As World War II raged on the American amputee casualty list grew, these veterans found that the current technology (that had not changed much since the 1800’s) inadequate. In response to this Normal Kirk, the surgeon general US army requested that the National Academy of Sciences investigate the prosthetic situation.
It was originally thought that only a few designs and studies were necessary, but it soon became apparent, when the surgeon general bought in a team of engineers from Europe in 1946, that the US lagged a long way behind. It was during this period that the orthotists joined the American Limb Manufacturers Association, making it the Orthopaedic Appliances and Limb Manufacturers Association, in 1950 the name changed to A.O.P.A
Modern Era: Research and development
The research launched a quantum leap for prosthetic science. The artificial limb programme in the USA was sponsored by the Veterans Administration (VA) H.E.W, and the armed services by establishing a number of research laboratories. Research was also carried out by the Navy at Oakland Naval hospital, US army air force at Wright Field, Northup Aviation, Cantaris and New York University.
Socket designs such as PTB and the quadrilateral were investigated and refined further at this time. Materials also improved, Northup aviation introduced the use of thermosetting resins to form custom fit sockets and structural components. This led to the development of the SACH foot. Total contact fit sockets now became possible along with clear check sockets. Prosthetic knees such as the Mauch S-N-S system were developed.
Educational seminars for new techniques and components began in 1947 and pilot courses in prescription, fabrication and alignment of the above knee prosthesis were run.
1956 marked the development of the SACH foot from the University of California and in 1959 the PTB prosthesis was developed at the University of California Berkley.
In 1960 the Stewart-Vickers hydraulic leg became available and was improved with the Hensche-Mauch S-N-S systems. In 1968 the modern hydraulic Hensche-Mauch S-N-S knee was developed when it became apparent that hydraulic support in swing was not adequate. The Thalidomide tragedy also resulted in additional impetus for more advanced prostheses.
Different prosthetic procedures resulted when prosthetists began working with surgeons. Marian Weiss of Poland experimented with immediate post operative fittings in 1963, in the same year Guy Fajal of France developed the PTS or PTB SC-SP.

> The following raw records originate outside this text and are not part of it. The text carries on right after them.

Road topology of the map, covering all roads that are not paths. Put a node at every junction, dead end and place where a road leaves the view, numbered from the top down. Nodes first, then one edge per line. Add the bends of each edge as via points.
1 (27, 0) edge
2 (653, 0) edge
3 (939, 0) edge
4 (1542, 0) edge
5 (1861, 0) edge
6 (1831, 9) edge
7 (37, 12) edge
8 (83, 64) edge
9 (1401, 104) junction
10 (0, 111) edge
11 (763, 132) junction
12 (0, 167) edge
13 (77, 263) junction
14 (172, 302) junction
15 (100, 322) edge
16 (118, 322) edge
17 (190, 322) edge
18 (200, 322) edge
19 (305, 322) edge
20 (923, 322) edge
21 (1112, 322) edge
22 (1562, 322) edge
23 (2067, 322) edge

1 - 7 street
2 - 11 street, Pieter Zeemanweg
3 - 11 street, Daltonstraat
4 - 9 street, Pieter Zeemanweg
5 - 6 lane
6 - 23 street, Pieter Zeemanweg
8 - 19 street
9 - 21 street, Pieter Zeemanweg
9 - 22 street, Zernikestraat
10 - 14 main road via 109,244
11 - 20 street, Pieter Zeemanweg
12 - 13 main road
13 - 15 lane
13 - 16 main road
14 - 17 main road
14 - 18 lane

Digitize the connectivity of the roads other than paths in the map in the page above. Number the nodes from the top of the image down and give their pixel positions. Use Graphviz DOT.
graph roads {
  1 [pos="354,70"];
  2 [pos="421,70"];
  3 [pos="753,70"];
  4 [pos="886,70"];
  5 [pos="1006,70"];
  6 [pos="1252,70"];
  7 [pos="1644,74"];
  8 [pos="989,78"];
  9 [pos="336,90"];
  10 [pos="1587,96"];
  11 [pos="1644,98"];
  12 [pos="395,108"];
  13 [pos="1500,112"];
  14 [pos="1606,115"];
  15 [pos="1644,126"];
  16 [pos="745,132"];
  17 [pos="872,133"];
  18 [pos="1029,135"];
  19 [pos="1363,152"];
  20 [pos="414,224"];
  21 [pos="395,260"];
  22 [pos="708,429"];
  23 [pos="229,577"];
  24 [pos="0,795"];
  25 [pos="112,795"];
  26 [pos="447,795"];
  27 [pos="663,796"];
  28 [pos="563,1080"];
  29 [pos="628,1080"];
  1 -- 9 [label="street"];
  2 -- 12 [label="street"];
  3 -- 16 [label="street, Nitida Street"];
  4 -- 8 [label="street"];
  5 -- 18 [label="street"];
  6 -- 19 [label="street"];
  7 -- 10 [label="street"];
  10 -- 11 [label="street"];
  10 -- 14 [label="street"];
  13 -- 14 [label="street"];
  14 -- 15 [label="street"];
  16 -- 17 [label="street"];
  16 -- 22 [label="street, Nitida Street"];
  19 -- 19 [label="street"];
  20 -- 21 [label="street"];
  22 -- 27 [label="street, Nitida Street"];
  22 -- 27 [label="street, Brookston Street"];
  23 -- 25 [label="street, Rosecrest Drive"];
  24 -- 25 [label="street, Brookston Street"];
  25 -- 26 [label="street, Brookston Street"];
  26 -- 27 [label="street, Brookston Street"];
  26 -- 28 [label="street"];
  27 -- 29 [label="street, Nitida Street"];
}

1964 brought prepatory fittings to the US from Dr Burgess of Seattle. In 1967, Carlton Fillauer from Chattanooga refined Dr Gotz-Gerd Kuhn’s BK prosthesis and was known as the ‘Removable Wedge’.1970 marked the inaugural year for I.S.P.O, (international society for prosthetics and orthotics)
1971 saw the introduction of endoskeletal components with soft form covers (fairings)
Since then many new techniques and components have become available but it is beyond the scope of this study (at the present!) The above is only a brief outline of the numerous advancements made throughout the world. The surgeon and prosthetist are working in a field which can draw upon the past but also advance steadily into the future.